От большого ли кресла или от ослабших плеч она не выглядела сейчас крупной, большой женщиной. Она уменьшилась.

– Понимать, может быть, и понимаю, Людочка, но не разделяю. А почему уж вы так сразу об операции?

– Ну, надо быть ко всему…

– А почему вы тогда не пришли раньше? Уж вы-то – знаете…

– Да вот так, Дормидонт Тихонович! – вздохнула Донцова. – Жизнь такая, крутишься, крутишься. Конечно, надо было раньше… Да не так-то у меня и запущено, не думайте! – К ней возвращалась её убыстрённая деловая манера. – Но почему такая несправедливость: почему меня, онколога, должна настичь именно онкологическая болезнь, когда я их все знаю, когда представляю все сопутствия, последствия, осложнения?..

– Никакой тут несправедливости нет, – басовостью и отмеренностью очень убеждал его голос. – Напротив, это в высшей степени справедливо. Это самое верное испытание для врача: заболеть по своей специальности.

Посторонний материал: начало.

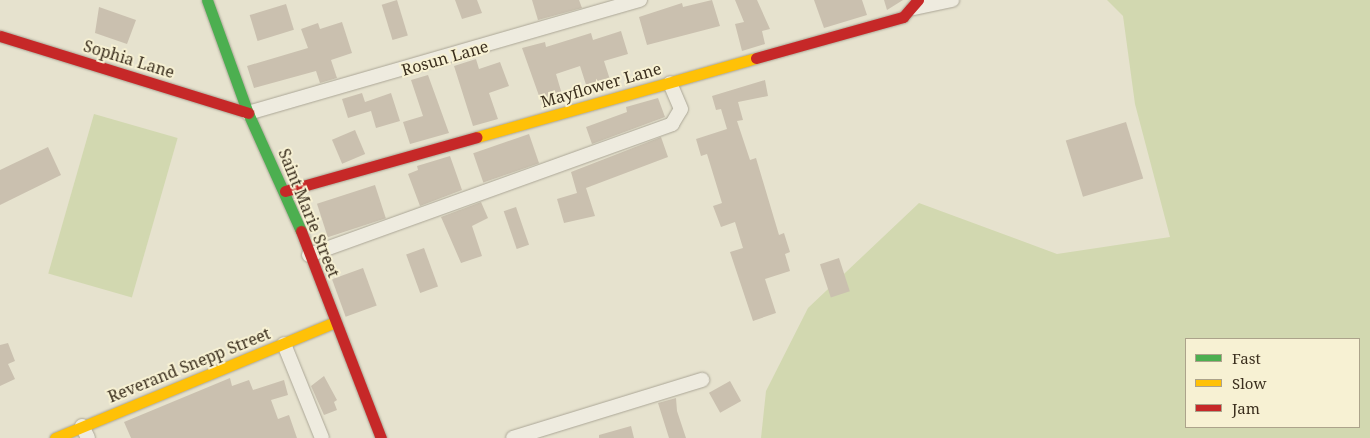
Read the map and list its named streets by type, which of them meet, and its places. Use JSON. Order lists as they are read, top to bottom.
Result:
{
  "streets": {
    "street": [
      "Rosun Lane",
      "Sophia Lane",
      "Mayflower Lane",
      "Saint Marie Street",
      "Reverand Snepp Street"
    ]
  },
  "crossings": [
    ["Rosun Lane", "Sophia Lane"],
    ["Rosun Lane", "Saint Marie Street"],
    ["Sophia Lane", "Saint Marie Street"],
    ["Mayflower Lane", "Saint Marie Street"],
    ["Saint Marie Street", "Reverand Snepp Street"]
  ],
  "legend": ["Fast", "Slow", "Jam"]
}
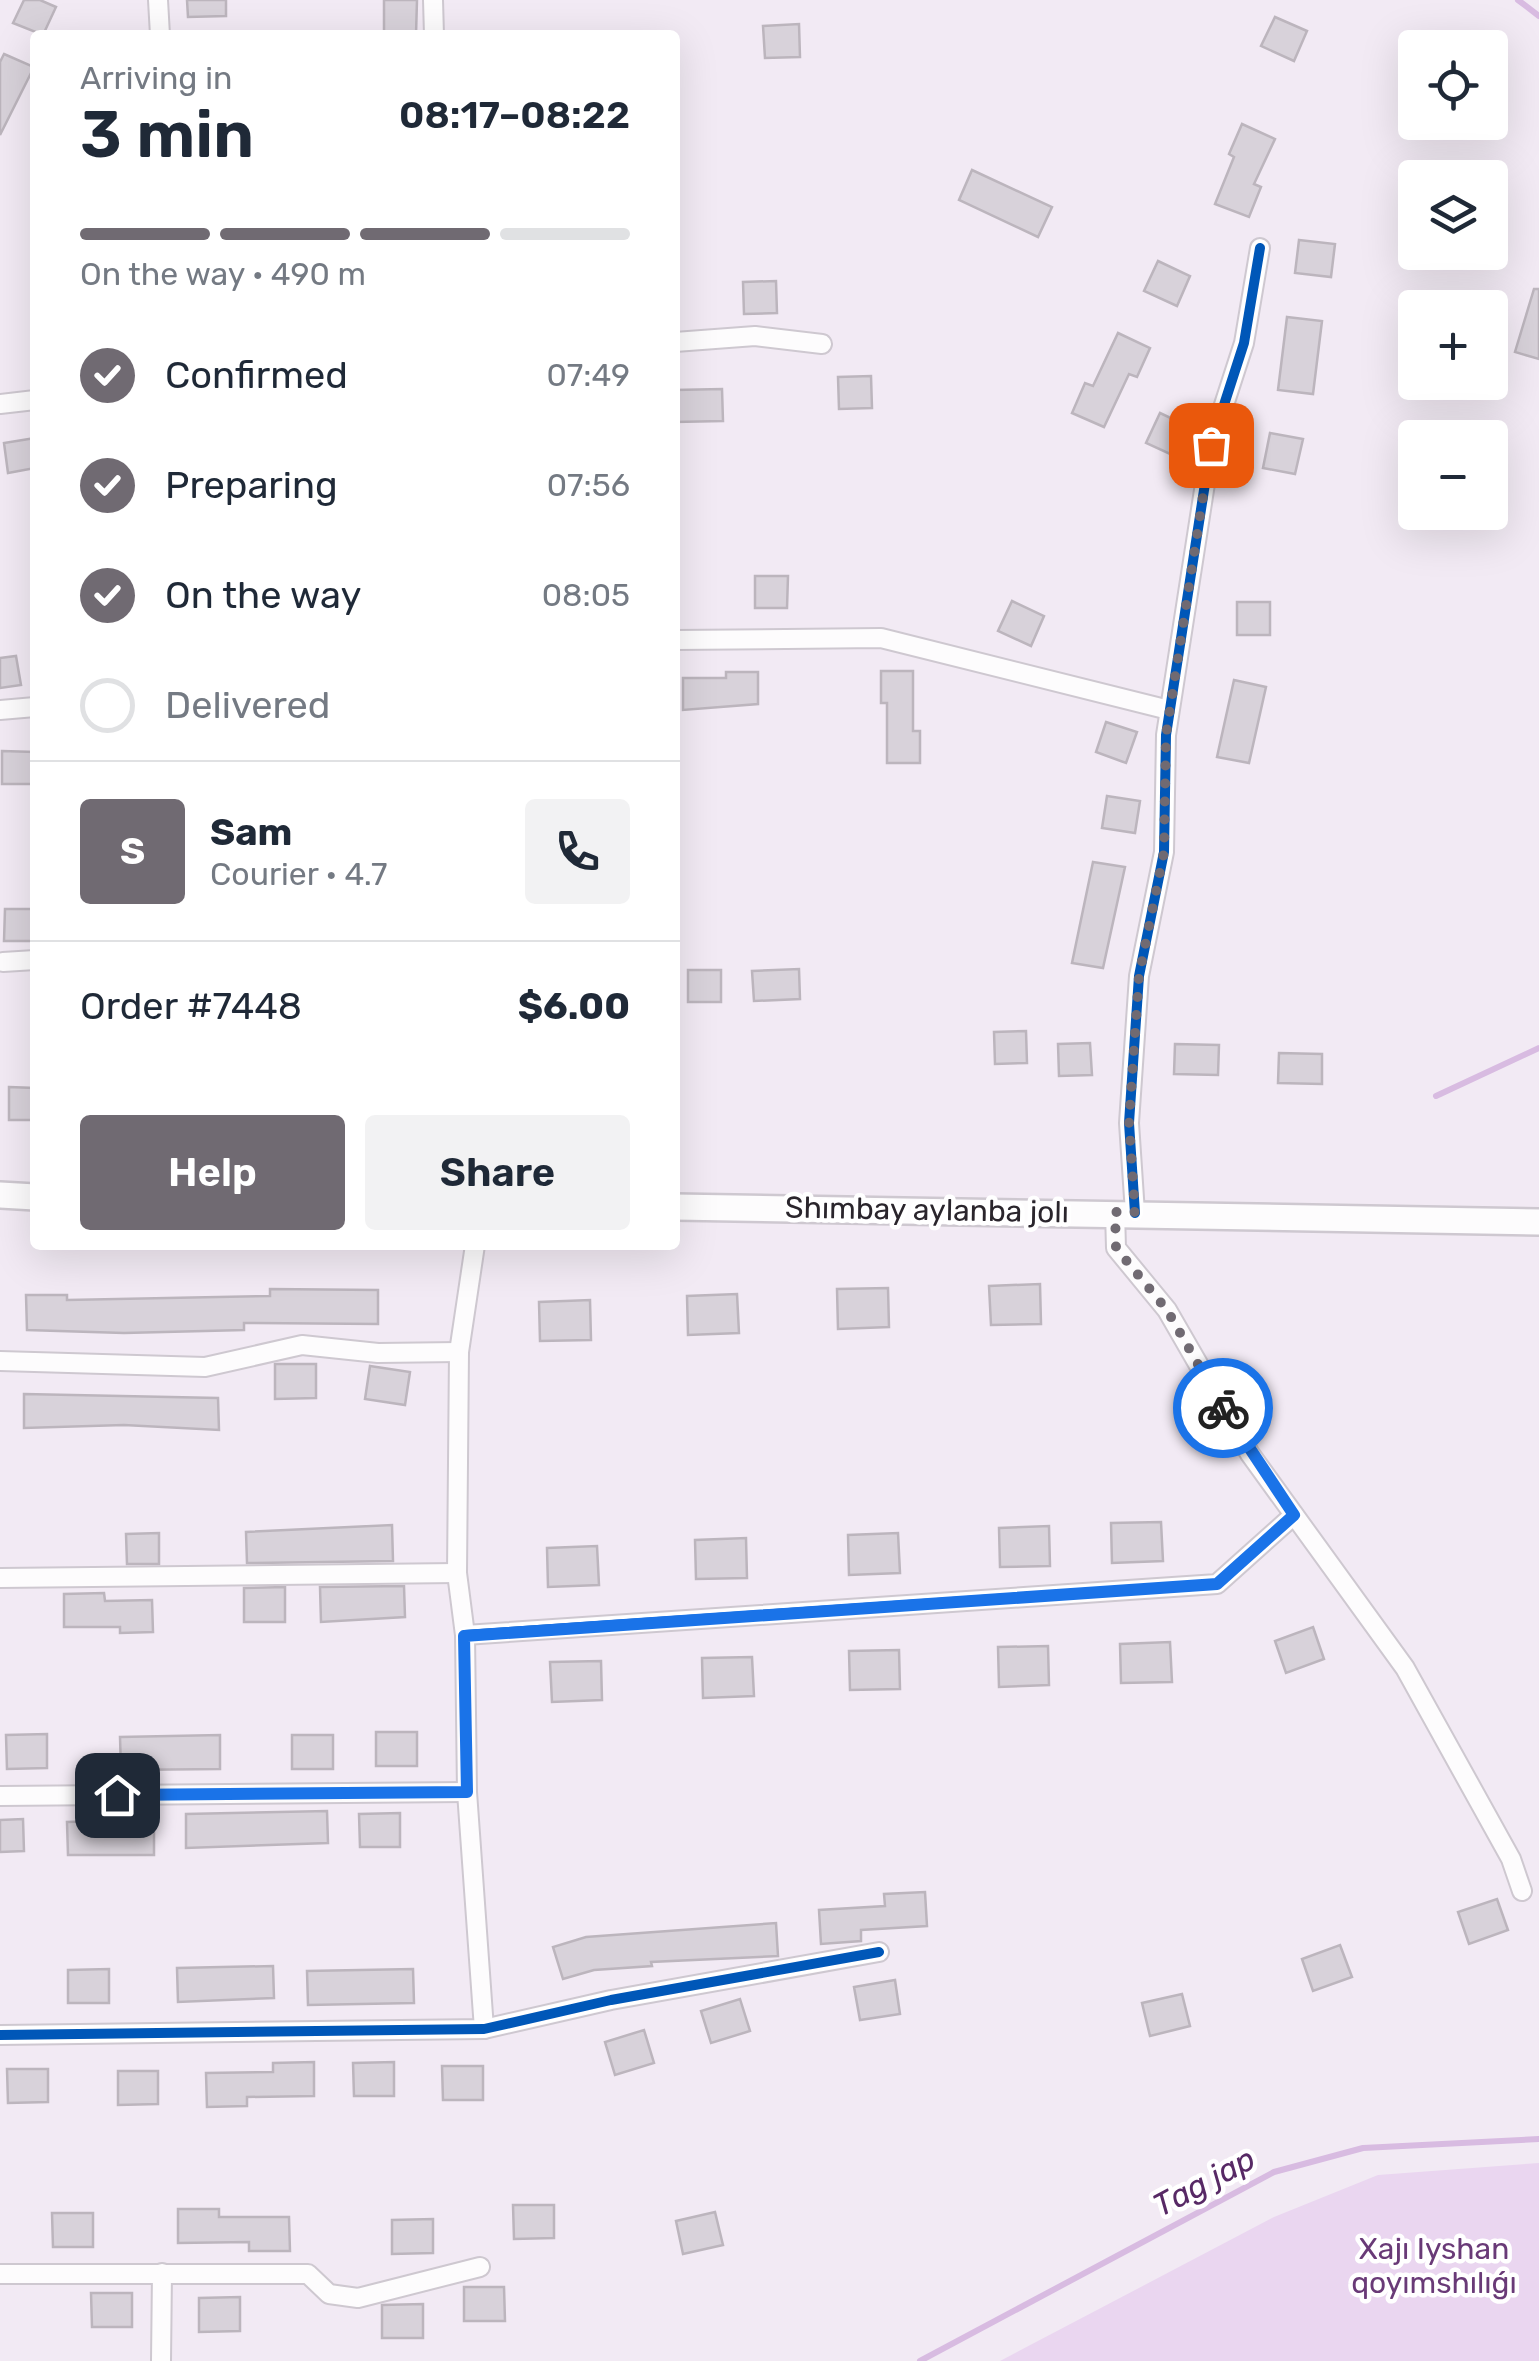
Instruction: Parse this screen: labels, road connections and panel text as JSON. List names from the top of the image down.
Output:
{
  "streets": {
    "main road": ["Shımbay aylanba jolı"]
  },
  "water": ["Tag jap"],
  "parks": ["Xajı Iyshan qoyımshılıǵı"],
  "page": {
    "map_buttons": ["+", "−"],
    "heading": ["3 min", "Arriving in", "08:17–08:22"],
    "panel": [
      "Sam",
      "Courier · 4.7",
      "Order #7448",
      "$6.00"
    ],
    "bar": "On the way · 490 m",
    "list": [
      ["Confirmed", "07:49"],
      ["Preparing", "07:56"],
      ["On the way", "08:05"],
      "Delivered"
    ],
    "round": "S",
    "buttons": ["Help", "Share"]
  }
}
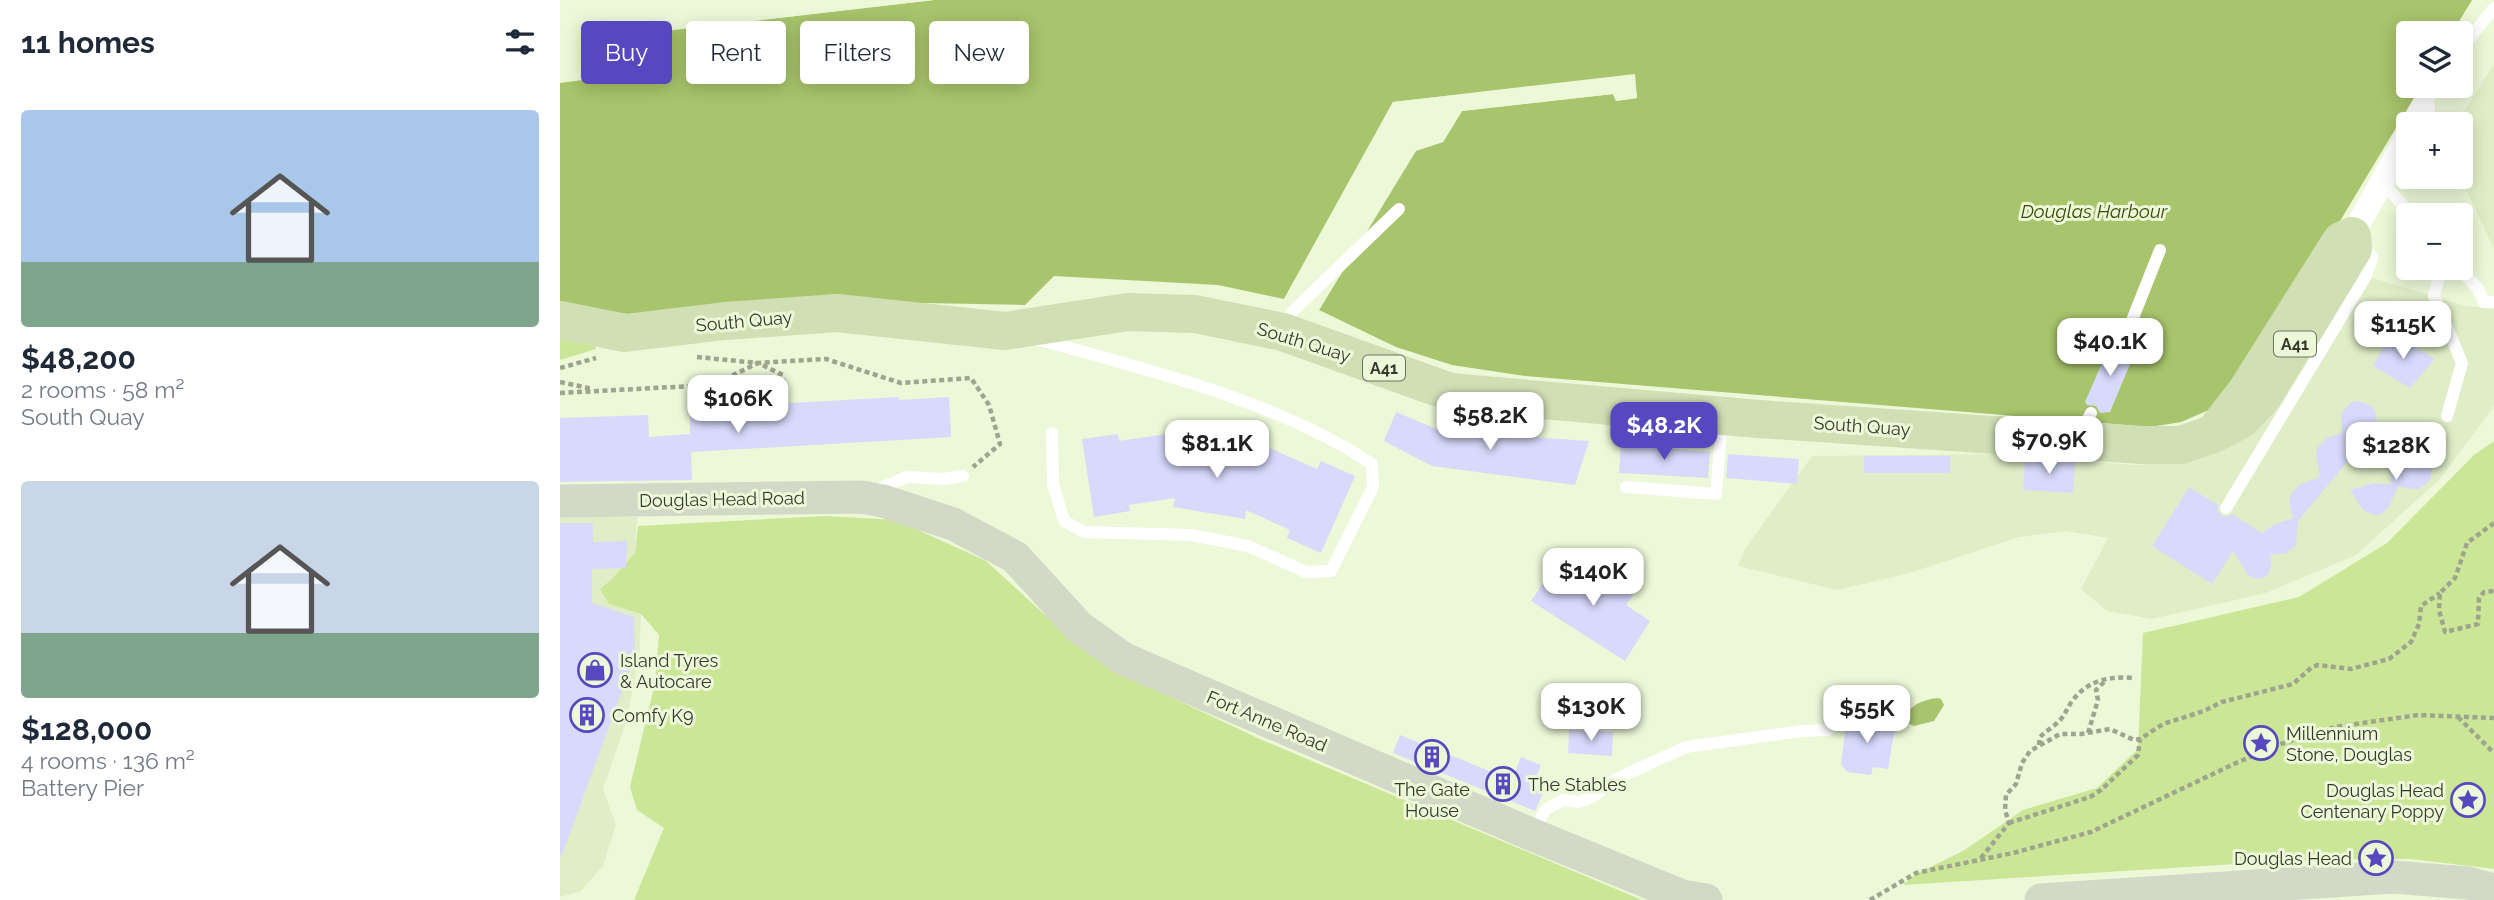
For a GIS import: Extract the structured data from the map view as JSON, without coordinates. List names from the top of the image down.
{
  "streets": {
    "main road": [
      "South Quay",
      "A41",
      "Douglas Head Road",
      "Fort Anne Road"
    ]
  },
  "crossings": [
    ["Douglas Head Road", "Fort Anne Road"]
  ],
  "water": ["Douglas Harbour"],
  "places": {
    "shop": ["Island Tyres & Autocare"],
    "building": ["Comfy K9", "The Gate House", "The Stables"],
    "place": ["Millennium Stone, Douglas", "Douglas Head Centenary Poppy", "Douglas Head"]
  },
  "page": {
    "heading": "11 homes",
    "map_buttons": ["+", "−"],
    "chip": [
      "Buy",
      "Rent",
      "Filters",
      "New"
    ],
    "list": [
      {
        "name": "$48,200",
        "note": "2 rooms · 58 m² · South Quay"
      },
      {
        "name": "$128,000",
        "note": "4 rooms · 136 m² · Battery Pier"
      }
    ],
    "price": [
      "$115K",
      "$40.1K",
      "$106K",
      "$58.2K",
      "$48.2K",
      "$70.9K",
      "$81.1K",
      "$128K",
      "$140K",
      "$130K",
      "$55K"
    ]
  }
}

(В чём же тут справедливо? В чём тут верно? Он рассуждает так потому, что не заболел сам.)

– Вы Паню Фёдорову помните, сестру? Она говорила: «Ой, что это я неласковая с больными стала? Пора мне опять в больнице полежать…»

– Никогда не думала, что буду так переживать! – хрустнула Донцова пальцами в пальцах.

И всё-таки сейчас она меньше изводилась, чем всё последнее время.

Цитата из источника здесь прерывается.